Wednesday, December 31, 2008

SOA Dependencies

What happens when there are existing applications that use a service and the service needs to change to support new functionality?  There are two scenarios:

1. All existing applications need to be updated to use the latest version of the service.
2. All existing applications keep using the previous version of the service and the new application gets to use the latest version.

there are pros and cons to both.

With approach #1, extra time and effort are needed to update existing implementations and to retest applications to make sure they the new version doesn't break anything.  Automated regression testing is of a key value here.  If a team has good coverage in automated tests, retesting can be done fast.  

Approach #2 would let a developer to only worry about the new application, with the existing applications continuing to use the previous version of the service.  This approach, though straight forward and simple on the surface, is laden with hidden problems of version conflicts.  Let's say we have Service A packaged as version 1.0 (a-1.0.jar) and version 2.0 (a-2.0.jar).  Even though the two versions are packaged independently of each other, they still not be both used from within the same client application (for example, a web application war deployment) if the classes with changes have the same names.  If you deploy a-1.0.jar and a-2.0.jar, you may not get an immediate indication that you may have a problem.  But only one of the two jars will actually be used and you may get strange linkage errors or inconsistent and unexpected results later.
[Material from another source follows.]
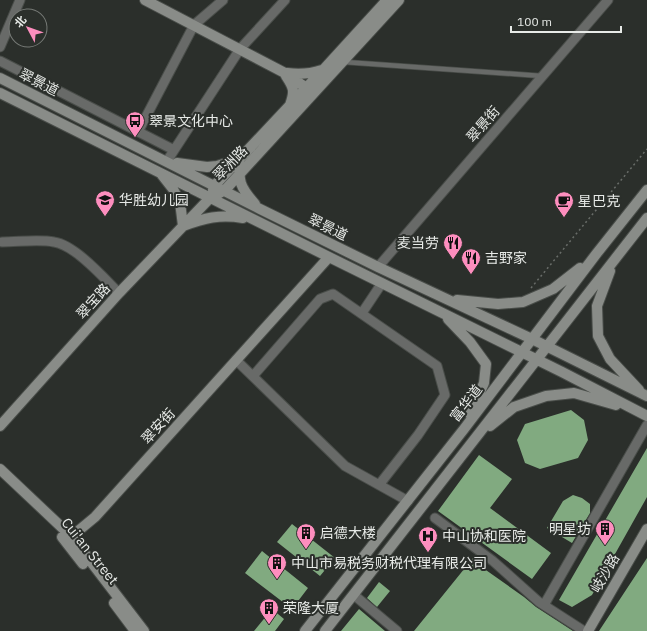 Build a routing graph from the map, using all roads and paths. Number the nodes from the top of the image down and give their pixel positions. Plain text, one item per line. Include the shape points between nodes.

Approach #2 is obviously superior to #1 if we could only find a way to resolve conflicts and make sure that the old code runs against v 1.0 of the service and the new code runs against v.2.0 of the service.  What's the answer?  

I believe relief will come from the OSGi Alliance.  I've heard a lot about it (Eclipse is based on OSGi), but only now am finally facing a situation, similar to the one described above, that requires me to take a closer look at what OSGi's is really promising.   Over the next few weeks, I'll be playing with various OSGi implementations and APIs.  I'll report my findings here.